Contaminated food, water, or contact with infected animals.

Risk Groups

Affects all age groups. Groups at greatest risk for severe or complicated disease include infants, the elderly, and persons with compromised immune systems.


National surveillance is conducted through the public health laboratories for culture-confirmed cases and through the National Notifiable Diseases Surveillance System (NNDSS). Active laboratory- and population-based surveillance is conducted in FoodNet sites.

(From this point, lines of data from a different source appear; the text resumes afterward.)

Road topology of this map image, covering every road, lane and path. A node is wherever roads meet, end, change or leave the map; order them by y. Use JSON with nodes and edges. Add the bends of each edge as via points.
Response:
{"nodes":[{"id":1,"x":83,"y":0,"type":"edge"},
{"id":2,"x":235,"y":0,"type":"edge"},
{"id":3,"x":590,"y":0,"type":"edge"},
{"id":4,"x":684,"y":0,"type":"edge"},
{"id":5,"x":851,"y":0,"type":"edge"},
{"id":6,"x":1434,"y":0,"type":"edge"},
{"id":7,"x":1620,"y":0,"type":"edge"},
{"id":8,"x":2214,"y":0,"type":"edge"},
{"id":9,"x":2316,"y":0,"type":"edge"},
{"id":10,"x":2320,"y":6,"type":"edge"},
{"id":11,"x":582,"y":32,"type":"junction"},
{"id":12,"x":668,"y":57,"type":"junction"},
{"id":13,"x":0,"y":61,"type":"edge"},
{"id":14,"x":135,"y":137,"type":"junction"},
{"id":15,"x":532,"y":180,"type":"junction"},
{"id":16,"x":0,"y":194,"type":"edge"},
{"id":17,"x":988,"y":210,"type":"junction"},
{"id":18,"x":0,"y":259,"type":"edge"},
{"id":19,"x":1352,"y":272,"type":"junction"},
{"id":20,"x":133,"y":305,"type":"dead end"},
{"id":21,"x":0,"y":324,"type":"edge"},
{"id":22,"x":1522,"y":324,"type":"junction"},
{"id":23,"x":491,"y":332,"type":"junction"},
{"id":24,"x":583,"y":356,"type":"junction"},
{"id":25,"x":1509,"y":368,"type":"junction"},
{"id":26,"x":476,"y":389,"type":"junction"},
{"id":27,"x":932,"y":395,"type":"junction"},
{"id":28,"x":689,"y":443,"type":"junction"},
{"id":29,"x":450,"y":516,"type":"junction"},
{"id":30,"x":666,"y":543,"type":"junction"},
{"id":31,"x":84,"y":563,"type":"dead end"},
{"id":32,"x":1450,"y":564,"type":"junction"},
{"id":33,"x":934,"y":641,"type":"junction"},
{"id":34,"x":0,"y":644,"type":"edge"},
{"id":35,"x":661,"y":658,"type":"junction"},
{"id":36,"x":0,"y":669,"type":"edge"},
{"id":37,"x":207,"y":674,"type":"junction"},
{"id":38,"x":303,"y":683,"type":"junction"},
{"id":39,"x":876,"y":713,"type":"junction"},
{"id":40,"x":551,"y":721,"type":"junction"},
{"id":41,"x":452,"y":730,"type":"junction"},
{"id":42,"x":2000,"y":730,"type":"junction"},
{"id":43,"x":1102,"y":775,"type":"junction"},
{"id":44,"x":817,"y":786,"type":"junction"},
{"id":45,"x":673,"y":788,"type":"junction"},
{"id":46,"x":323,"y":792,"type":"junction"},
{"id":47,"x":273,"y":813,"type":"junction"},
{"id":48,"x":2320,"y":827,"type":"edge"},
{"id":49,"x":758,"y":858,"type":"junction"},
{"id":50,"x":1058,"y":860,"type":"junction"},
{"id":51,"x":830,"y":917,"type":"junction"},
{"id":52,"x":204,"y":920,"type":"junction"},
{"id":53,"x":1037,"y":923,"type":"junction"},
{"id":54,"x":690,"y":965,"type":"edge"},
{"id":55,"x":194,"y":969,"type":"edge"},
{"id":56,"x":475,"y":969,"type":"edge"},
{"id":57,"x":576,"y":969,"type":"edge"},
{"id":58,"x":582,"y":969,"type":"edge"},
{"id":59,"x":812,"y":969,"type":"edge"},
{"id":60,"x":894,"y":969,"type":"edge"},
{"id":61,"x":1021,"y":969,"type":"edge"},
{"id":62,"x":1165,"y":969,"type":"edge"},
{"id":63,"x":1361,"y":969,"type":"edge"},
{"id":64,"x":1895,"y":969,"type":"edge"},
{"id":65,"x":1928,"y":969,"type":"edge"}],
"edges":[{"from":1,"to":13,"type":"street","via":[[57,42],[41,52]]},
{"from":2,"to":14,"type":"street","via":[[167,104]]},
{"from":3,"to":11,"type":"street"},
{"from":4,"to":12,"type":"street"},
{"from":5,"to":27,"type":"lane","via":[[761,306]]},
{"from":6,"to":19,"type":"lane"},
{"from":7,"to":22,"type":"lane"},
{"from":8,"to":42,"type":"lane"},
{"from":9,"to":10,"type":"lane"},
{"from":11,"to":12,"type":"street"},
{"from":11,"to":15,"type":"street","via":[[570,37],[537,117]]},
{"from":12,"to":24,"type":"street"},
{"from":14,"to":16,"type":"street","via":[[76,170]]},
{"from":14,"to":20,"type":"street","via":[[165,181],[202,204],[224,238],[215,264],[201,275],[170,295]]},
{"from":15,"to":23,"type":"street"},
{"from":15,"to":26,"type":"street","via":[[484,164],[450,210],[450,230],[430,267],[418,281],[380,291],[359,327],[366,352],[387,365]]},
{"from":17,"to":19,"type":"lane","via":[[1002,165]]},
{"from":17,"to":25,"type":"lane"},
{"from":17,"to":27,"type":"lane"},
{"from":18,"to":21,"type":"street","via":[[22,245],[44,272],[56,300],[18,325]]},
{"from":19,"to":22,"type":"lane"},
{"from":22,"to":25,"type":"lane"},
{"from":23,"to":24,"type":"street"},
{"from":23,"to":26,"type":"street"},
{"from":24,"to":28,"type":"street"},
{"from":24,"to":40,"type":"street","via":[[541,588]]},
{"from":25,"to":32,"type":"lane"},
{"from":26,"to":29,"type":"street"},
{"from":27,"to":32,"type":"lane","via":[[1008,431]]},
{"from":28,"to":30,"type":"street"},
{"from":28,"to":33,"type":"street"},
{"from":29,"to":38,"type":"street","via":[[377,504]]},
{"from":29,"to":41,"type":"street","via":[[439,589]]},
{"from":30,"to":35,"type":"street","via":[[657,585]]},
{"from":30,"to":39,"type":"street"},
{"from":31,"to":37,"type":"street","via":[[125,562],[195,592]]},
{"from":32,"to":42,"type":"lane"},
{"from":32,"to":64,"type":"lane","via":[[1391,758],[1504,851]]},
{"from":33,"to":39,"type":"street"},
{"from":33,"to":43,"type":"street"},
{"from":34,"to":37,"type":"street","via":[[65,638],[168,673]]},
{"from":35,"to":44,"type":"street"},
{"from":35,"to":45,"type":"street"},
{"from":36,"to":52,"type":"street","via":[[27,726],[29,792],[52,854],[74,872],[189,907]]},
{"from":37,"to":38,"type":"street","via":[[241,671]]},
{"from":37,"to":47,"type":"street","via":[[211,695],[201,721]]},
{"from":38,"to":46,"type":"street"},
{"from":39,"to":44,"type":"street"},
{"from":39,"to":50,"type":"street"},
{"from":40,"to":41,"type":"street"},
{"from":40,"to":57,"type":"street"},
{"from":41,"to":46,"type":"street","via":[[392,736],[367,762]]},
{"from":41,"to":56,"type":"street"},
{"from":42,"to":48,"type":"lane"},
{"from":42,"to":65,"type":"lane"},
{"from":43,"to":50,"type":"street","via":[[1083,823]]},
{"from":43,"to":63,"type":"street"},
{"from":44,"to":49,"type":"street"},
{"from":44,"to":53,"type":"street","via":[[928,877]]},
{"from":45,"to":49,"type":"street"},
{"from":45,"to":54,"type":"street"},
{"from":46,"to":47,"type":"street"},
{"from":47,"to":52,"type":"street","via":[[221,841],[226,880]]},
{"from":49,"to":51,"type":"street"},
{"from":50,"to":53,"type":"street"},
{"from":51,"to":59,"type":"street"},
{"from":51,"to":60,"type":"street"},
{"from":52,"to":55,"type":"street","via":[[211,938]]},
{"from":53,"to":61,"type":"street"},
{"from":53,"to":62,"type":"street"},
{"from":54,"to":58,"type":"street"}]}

Salmonella serotypes Enteritidis, Typhimurium, and Newport account for about half of culture-confirmed Salmonella isolates reported by public health laboratories to the National Salmonella Surveillance System. The proportion of Salmonella infections that were Enteritidis increased markedly from 1980 to 1995, but declined 34% from 1995 to 2006. Typhimurium has been the most common serotype since 1997. The proportion of Salmonella infections that were Typhimurium decreased 28% from 1996 to 2006. Resistance to at least five antimicrobial agents is common in Salmonella Typhimurium. Salmonella Newport increased markedly since 1995 and it is now the third most frequent serotype. Salmonella Newport strains resistant to at least 7 antimicrobial agents (MDR-AmpC) have been identified in isolates from humans.


Identifying unrecognized major sources of Salmonella infections; determining the sources of Salmonella infections in infants; preventing contamination of vegetables with manure from concentrated animal feeding operations; preventing further emergence of highly resistant strains; controlling Salmonella Enteritidis infections through changes in the egg industry and education of food service workers and consumers; and developing effective education methods and materials to prevent reptile-associated salmonellosis.


Improving detection of dispersed outbreaks through collaborations among PulseNet laboratories and OutbreakNet epidemiologists; training state health department personnel in Salmonella serotyping; and encouraging judicious use of antimicrobial agents in veterinary medicine.